"Nazywam się Jarosław Kaczyński. Chcę zainwestować 35 milionów dolarów"

"Nazywam się Jarosław Kaczyński. Chcę zainwestować 35 milionów dolarów"

Dodano:   /  Zmieniono: 
Jarosław Kaczyński (fot. A. Jagielak /Wprost) 
„Nazywam się Jarosław Kaczyński, brat Lecha Kaczyńskiego, prezydenta, który zginął w katastrofie lotniczej 10 kwietnia 2010 roku. (...) Lech przed śmiercią zainwestował w Chinach 35 mln dolarów” - można przeczytać w krążącym po sieci mailu, napisanym po angielsku i wysłanym z adresu [email protected]. Autor listu poszukuje osoby, która mogłaby mu pomóc w zainwestowaniu wspomnianej wyżej kwoty. To klasyczny przykład oszustwa zwanego nigeryjskim szwindlem.
W dalszej części maila rzekomy Jarosław Kaczyński pisze, że będąc w szoku po śmierci brata wpłacił te pieniądze na konto w Chinach. "Teraz jednak zaproponowano mi objęcie stanowiska premiera. Nikt z rządu nie wie o inwestycji mojego brata. Ja po jego śmierci nie będę mógł już tych pieniędzy wypłacić. Dlatego szukam kogoś, kto jako manager projektu zainwestuje tę kwotę w przedsięwzięcie związane z handlem sprzętem elektronicznym z Chin" - pisze w mailu osoba podszywająca się pod prezesa PiS.

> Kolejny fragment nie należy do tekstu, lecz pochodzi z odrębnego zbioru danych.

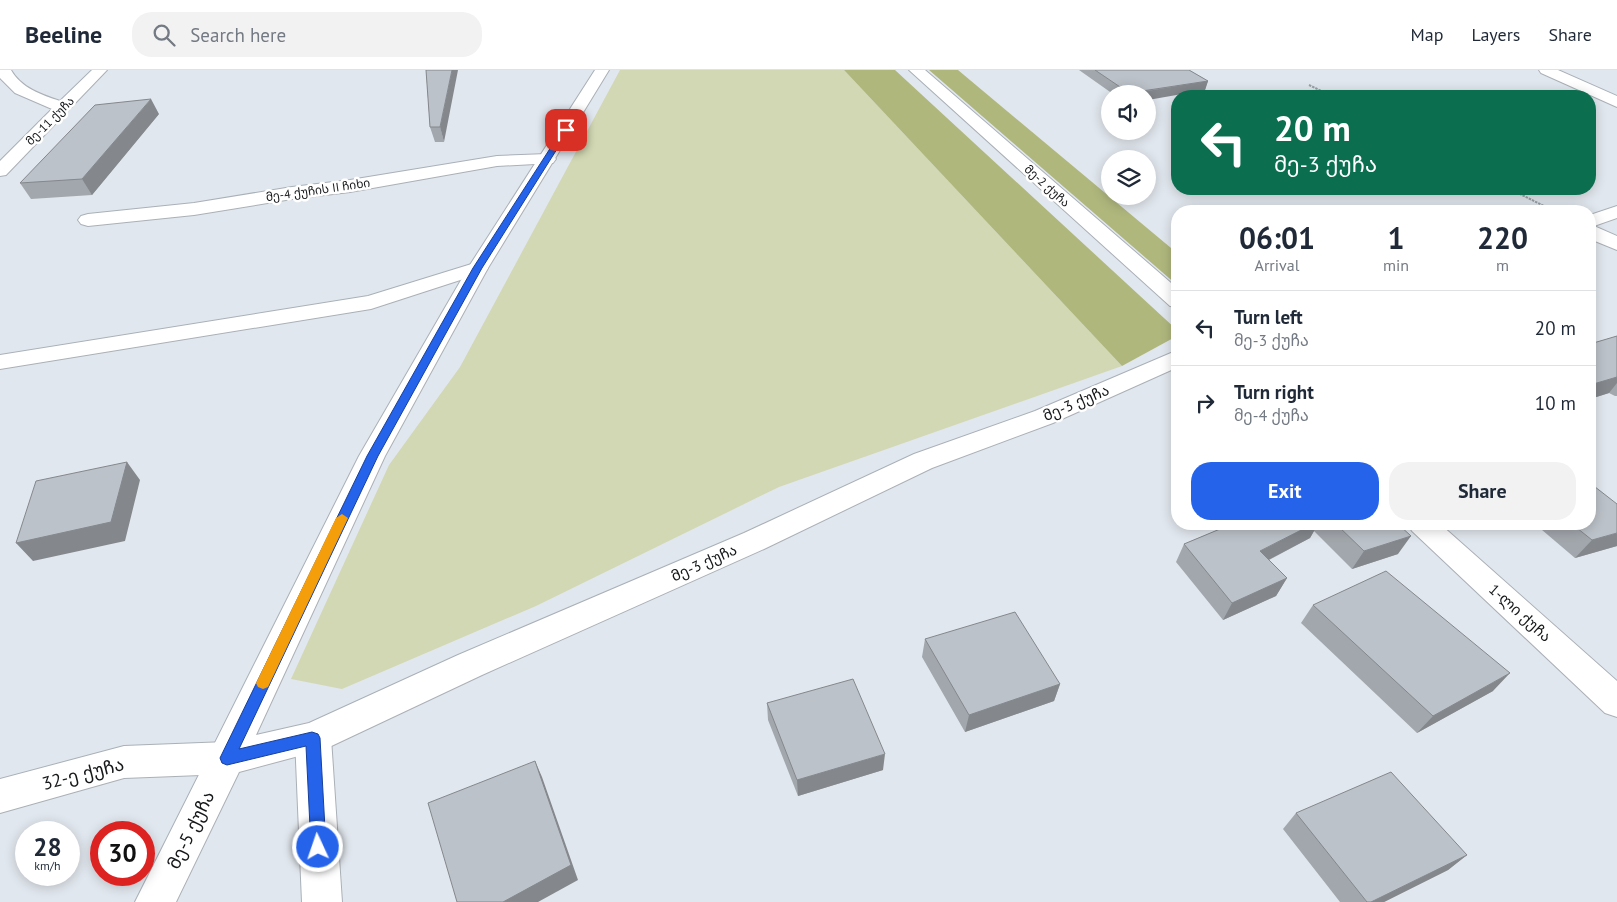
<!DOCTYPE html>
<meta charset="utf-8">
<style>
:root{--surface:#fff;--page:#f2f2f3;--text:#1f2937;--muted:#747a83;--line:#e0e1e3;--accent:#2563eb}
body{margin:0;font-family:"PT Sans","Noto Sans Georgian",sans-serif;background:var(--page);color:var(--text);height:100vh;display:flex;flex-direction:column;font-size:19px;white-space:nowrap}
*{box-sizing:border-box;margin:0}
p{font-size:16px;color:var(--muted)}
.icon{flex:none;width:28px;height:28px;fill:none;stroke:currentColor;stroke-width:2;stroke-linecap:round;stroke-linejoin:round}
.map{position:relative;flex:1;overflow:hidden}
.side{position:absolute;left:1171px;top:135px;width:425px;height:325px;display:flex;flex-direction:column;background:var(--surface);border-radius:20px;box-shadow:0 2px 12px #0003}
.side>*{flex:none}
.banner{position:absolute;left:1171px;top:20px;width:425px;height:105px;border-radius:20px;box-shadow:0 2px 12px #0003;background:#0b6e4f;color:#fff;overflow:hidden}
.buttons{position:absolute;left:1101px;top:15px;display:grid;gap:10px}
.buttons a{display:grid;place-items:center;width:55px;height:55px;border-radius:50%;background:var(--surface);box-shadow:0 2px 12px #0003;font-size:25px}
.speed{position:absolute;left:15px;top:751px;display:flex;gap:10px;font-size:25px;font-weight:700;text-align:center}
.speed>*{display:grid;place-content:center;width:65px;height:65px;border-radius:50%;background:var(--surface);box-shadow:0 2px 12px #0003;line-height:1}
.speed small{font-size:12px;font-weight:400}
.speed .limit{border:8px solid #d22;background:#fff;color:#111}
.pin{position:absolute;display:grid;place-items:center;width:42px;height:42px;color:#fff;margin:-21px;border-radius:10px;box-shadow:0 2px 8px #0006}
.me{position:absolute;width:55px;margin:-28px;rotate:357deg;stroke-linejoin:round;filter:drop-shadow(0 0 4px #0008)}
.turn{display:flex;align-items:center;gap:18px;height:105px;padding:0 20px;font-size:22px}
.turn .icon{width:65px;height:65px;stroke-width:2.5}
.turn b{display:block;font-size:35px;line-height:42px}
.eta{display:flex;justify-content:space-evenly;align-items:center;height:85px;text-align:center}
.eta b{font-size:30px;font-weight:800;line-height:35px}
.primary-button{display:flex;gap:10px;margin-top:auto;padding:10px 20px}
.primary-button a{flex:1;height:58px;border-radius:20px;background:var(--accent);color:#fff;font-size:20px;font-weight:800;line-height:58px;text-align:center}
.primary-button a+a{background:var(--page);color:var(--text)}
ul{padding:0;list-style:none}
li{display:flex;align-items:center;gap:15px;height:75px;padding:0 20px;border-top:1px solid var(--line)}
li div{flex:1}
li b{display:block;font-size:19px}
li em{font-style:normal}
header{display:flex;align-items:center;gap:30px;box-sizing:border-box;height:70px;padding:0 25px;background:var(--surface);border-bottom:1px solid var(--line)}
header strong{font-size:24px}
nav{display:flex;gap:28px;margin-inline-start:auto;font-size:18px}
.search{width:350px;height:45px;background:var(--page);display:flex;align-items:center;gap:12px;box-sizing:border-box;padding:0 18px;border-radius:20px;color:var(--muted);font-size:19px}
.map>svg:first-child{display:block}
.green{fill:#d2d8b3}
.forest{fill:#b0b77d}
.lines{fill:none;stroke-linecap:round;stroke-linejoin:round}
.street-casing{stroke:#aab0b7;stroke-width:2}
.secondary-casing{stroke:#aab0b7;stroke-width:2}
.path-far1{stroke:#9ba0a5;stroke-width:2;stroke-dasharray:2.5 1;stroke-linecap:butt}
.path{stroke:#9ba0a5;stroke-width:2.5;stroke-dasharray:3 2;stroke-linecap:butt}
.street{fill:#fff;fill-rule:evenodd}
.secondary{fill:#fff;fill-rule:evenodd}
.wall{fill:#a2a7ad}
.shaded-wall{fill:#84888d}
.building{fill:#bcc2c9;stroke:#84888d}
.route{fill:#2563eb;stroke:#184099}
.slow{fill:#f59e0b}
.labels{text-anchor:middle;stroke-width:5;stroke-linejoin:round;paint-order:stroke}
.far-street-label{font-size:12px;fill:#151719;stroke:#fff}
.street-label{font-size:15px;fill:#151719;stroke:#fff}
.near-street-label{font-size:18px;fill:#151719;stroke:#fff}
</style>
<header>
<strong>Beeline</strong>
<div class="search"><svg class="icon" aria-label="search" viewBox="0 0 24 24"><circle cx="10" cy="10" r="6"/><path d="M15 15l6 6"/></svg>Search here</div>
<nav><a>Map</a><a>Layers</a><a>Share</a></nav>
</header>
<div class="map">
<svg width="1617" height="832" viewBox="0 0 1617 832">
<rect width="100%" height="100%" fill="#e1e7ee"/>
<!-- green -->
<path class="green" d="M620,0H844L1122,296L779,417L536,536L342,619L291,609L389,395L460,297Z"/>
<!-- forest -->
<path class="forest" d="M844,0H895L1177,260V266L1122,296Z
M929,0H958L1177,183V215Z"/>
<g class="lines">
<defs>
<path id="street" d="M0,0H11C21,18 42,25 60,31L92,0H107L6,105L0,106V91L52,39L15,23L0,8Z
M1539,0H1558L1617,26V37L1541,3Z
M547,84L553,85L556,89L553,93L497,96L350,122L292,129L194,145L88,156L81,154L78,150L81,146L88,144L194,133L292,117L350,110L497,86Z
M1617,136V148L1594,156L1617,166V180L1590,169V145Z
M478,192L485,194L488,198L485,202L371,239L0,299V285L368,226Z
M1408,454H1440L1617,611V647L1605,643L1412,461Z
M313,652L325,657L331,668L342,832H302L295,668L301,657Z
M227,672L240,676L245,688L240,700L227,704L124,708L0,743V709L124,676Z"/>
<path id="secondary" d="M595,0H609L488,198L385,386L256,665L309,653L458,585L744,463L914,384L1035,341L1178,280V297L1053,353L932,398L764,479L482,605L325,679L239,702L176,832H135L359,386L468,198Z
M909,0H925L1178,219V237L1170,236Z"/>
</defs>
<!-- street casing -->
<use href="#street" class="street-casing"/>
<!-- secondary casing -->
<use href="#secondary" class="secondary-casing"/>
<!-- path-far1 -->
<path class="path-far1" d="M1309,15L1332,26
M1510,119L1550,139"/>
<!-- path -->
<path class="path" d="M1547,138L1553,141"/>
<!-- street -->
<use href="#street" class="street"/>
<!-- secondary -->
<use href="#secondary" class="secondary"/>
</g>
<!-- wall -->
<path class="wall" d="M426,0L444,72H435L430,57Z
M1079,0H1189L1208,11L1205,20L1148,24H1113Z
M159,44L92,125L31,129L20,113Z
M1617,266V326H1615L1609,323L1590,329V274Z
M1232,454H1398V484L1352,499L1314,461L1310,468L1269,490L1287,508L1276,526L1223,550L1176,492L1184,474Z
M1535,454H1590L1617,476L1575,488Z
M1313,535L1493,621L1417,663L1301,553Z
M925,569L1060,614L1054,631L965,662L922,587Z
M767,633L883,700L798,726L768,650Z
M1296,743L1467,785L1448,800L1384,832H1340L1283,759Z"/>
<!-- shaded-wall -->
<path class="shaded-wall" d="M452,0H458L444,72L440,57Z
M1208,11L1205,20L1148,30V24H1129Z
M151,29L159,44L92,125L82,109Z
M1617,307V313L1609,323L1590,329V315Z
M127,392L140,410L125,471L33,491L16,473Z
M1313,454H1318L1310,468L1251,499L1260,481Z
M1617,463V476L1575,488L1592,470Z
M1411,466L1398,484L1352,499L1364,481Z
M1287,508L1276,526L1223,550L1232,533Z
M1510,603L1493,621L1417,663L1433,646Z
M1060,614L1054,631L965,662L969,645Z
M885,684L883,700L798,726L797,710Z
M535,691L542,707L578,810L538,832H503Z
M1467,785L1448,800L1384,832H1371Z"/>
<!-- building -->
<path class="building" d="M426,0H452L440,57H430Z
M1095,0H1189L1208,11L1129,23Z
M151,29L82,109L20,113L95,35Z
M1617,266V307L1590,315V274Z
M127,392L111,452L16,473L36,411Z
M1590,413L1617,434V463L1592,470L1572,454H1590Z
M1232,454H1313L1260,481L1287,508L1232,533L1184,474Z
M1336,454H1398L1411,466L1364,481Z
M1386,501L1510,603L1433,646L1313,535Z
M1015,542L1060,614L969,645L925,569Z
M853,609L885,684L797,710L767,633Z
M535,691L571,795L503,832H457L428,733Z
M1391,702L1467,785L1371,832H1367L1296,743Z"/>
<!-- route -->
<path class="route" d="M566,57L569,60L482,198L378,386L239,679L312,662L318,664L320,668L326,777L324,783L318,785L313,783L311,777L306,676L227,695L222,693L220,688L367,386L473,198L562,60Z"/>
<!-- slow -->
<path class="slow" d="M342,444L348,448L268,617L263,619L258,617L256,613L258,609L336,448Z"/>
<g class="labels">
<!-- far-street labels -->
<g class="far-street-label">
<text transform="translate(50 51) rotate(-45)" y="4">მე-11 ქუჩა</text>
<text transform="translate(1047 116) rotate(42)" y="4">მე-2 ქუჩა</text>
<text transform="translate(318 120) rotate(-8)" y="4">მე-4 ქუჩის II ჩიხი</text>
</g>
<!-- street labels -->
<g class="street-label">
<text transform="translate(1076 333) rotate(-23)" y="5">მე-3 ქუჩა</text>
<text transform="translate(704 493) rotate(-24)" y="5">მე-3 ქუჩა</text>
<text transform="translate(1520 543) rotate(42)" y="5">1-ლი ქუჩა</text>
</g>
<!-- near-street labels -->
<g class="near-street-label">
<text transform="translate(83 704) rotate(-14)" y="6">32-ე ქუჩა</text>
<text transform="translate(191 760) rotate(-64)" y="6">მე-5 ქუჩა</text>
</g>
</g>
</svg>
<div class="buttons">
<a><svg class="icon" aria-label="sound" viewBox="0 0 24 24"><path d="M4 9h4l5-4v14l-5-4H4zM17 9q2 3 0 6"/></svg></a>
<a><svg class="icon" aria-label="layers" viewBox="0 0 24 24"><path d="M12 4l9 5-9 5-9-5zM3 14l9 5 9-5"/></svg></a>
</div>
<div class="speed"><div>28<small>km/h</small></div><div class="limit">30</div></div>
<div class="pin" style="left:566px;top:60px;background:#d93025"><svg class="icon" aria-label="arrive" viewBox="0 0 24 24"><path d="M6 21V4h12l-3 4 3 4H6"/></svg></div>
<svg class="me" style="left:318px;top:777px" viewBox="-20 -20 40 40"><circle r="17" fill="#2563eb" stroke="#fff" stroke-width="3"/><path d="M0-11L8 9 0 5-8 9z" fill="#fff"/></svg>
<div class="banner">
<div class="turn"><svg class="icon" aria-label="left" viewBox="0 0 24 24"><path d="M17 20v-9H6M10 6l-5 5 5 5"/></svg><div><b>20 m</b>მე-3 ქუჩა</div></div>
</div>
<section class="side">
<div class="eta">
<div><b>06:01</b><p>Arrival</p></div>
<div><b>1</b><p>min</p></div>
<div><b>220</b><p>m</p></div>
</div>
<ul>
<li><svg class="icon" aria-label="left" viewBox="0 0 24 24"><path d="M17 20v-9H6M10 6l-5 5 5 5"/></svg><div><b>Turn left</b><p>მე-3 ქუჩა</p></div><em>20 m</em></li>
<li><svg class="icon" aria-label="right" viewBox="0 0 24 24"><path d="M7 20v-9h11M14 6l5 5-5 5"/></svg><div><b>Turn right</b><p>მე-4 ქუჩა</p></div><em>10 m</em></li>
</ul>
<div class="primary-button"><a>Exit</a><a>Share</a></div>
</section>
</div>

Jarosław Lipszyc, prezes Fundacji Nowoczesna Polska po otrzymaniu maila zdecydował się nawiązać komunikację z oszustem i odpisał. W odpowiedzi otrzymał, pisany tym razem łamaną polszczyzną, mail z informacją: „First wszystkim będę potrzebował kopię międzynarodowego paszportu, numer telefonu, nazwę firmy, swoje imiona i nazwiska. W dalszej kolejności należy się spodziewać próśb o wpłaty konkretnych kwot".


Nigeryjscy książęta proszący o pomoc w wytransferowaniu pieniędzy byli jako tako wiarygodni. Ale Jarosław Kaczyński, któremu Bronisław Komorowski proponuje fotel premiera? Na dodatek inwestujący 35 milionów dolarów w Chinach? Przecież tyle pieniędzy nie zmieściłoby się w żadnym materacu - a znając awersję prezesa PiS do nowoczesnej bankowości, trudno nam podejrzewać, że tak dużą kwotę mógłby on powierzyć jakiemukolwiek bankowi. Widać że oszust o Polsce wie co najwyżej tyle, że ten kraj istnieje. Oszukiwać też trzeba umieć!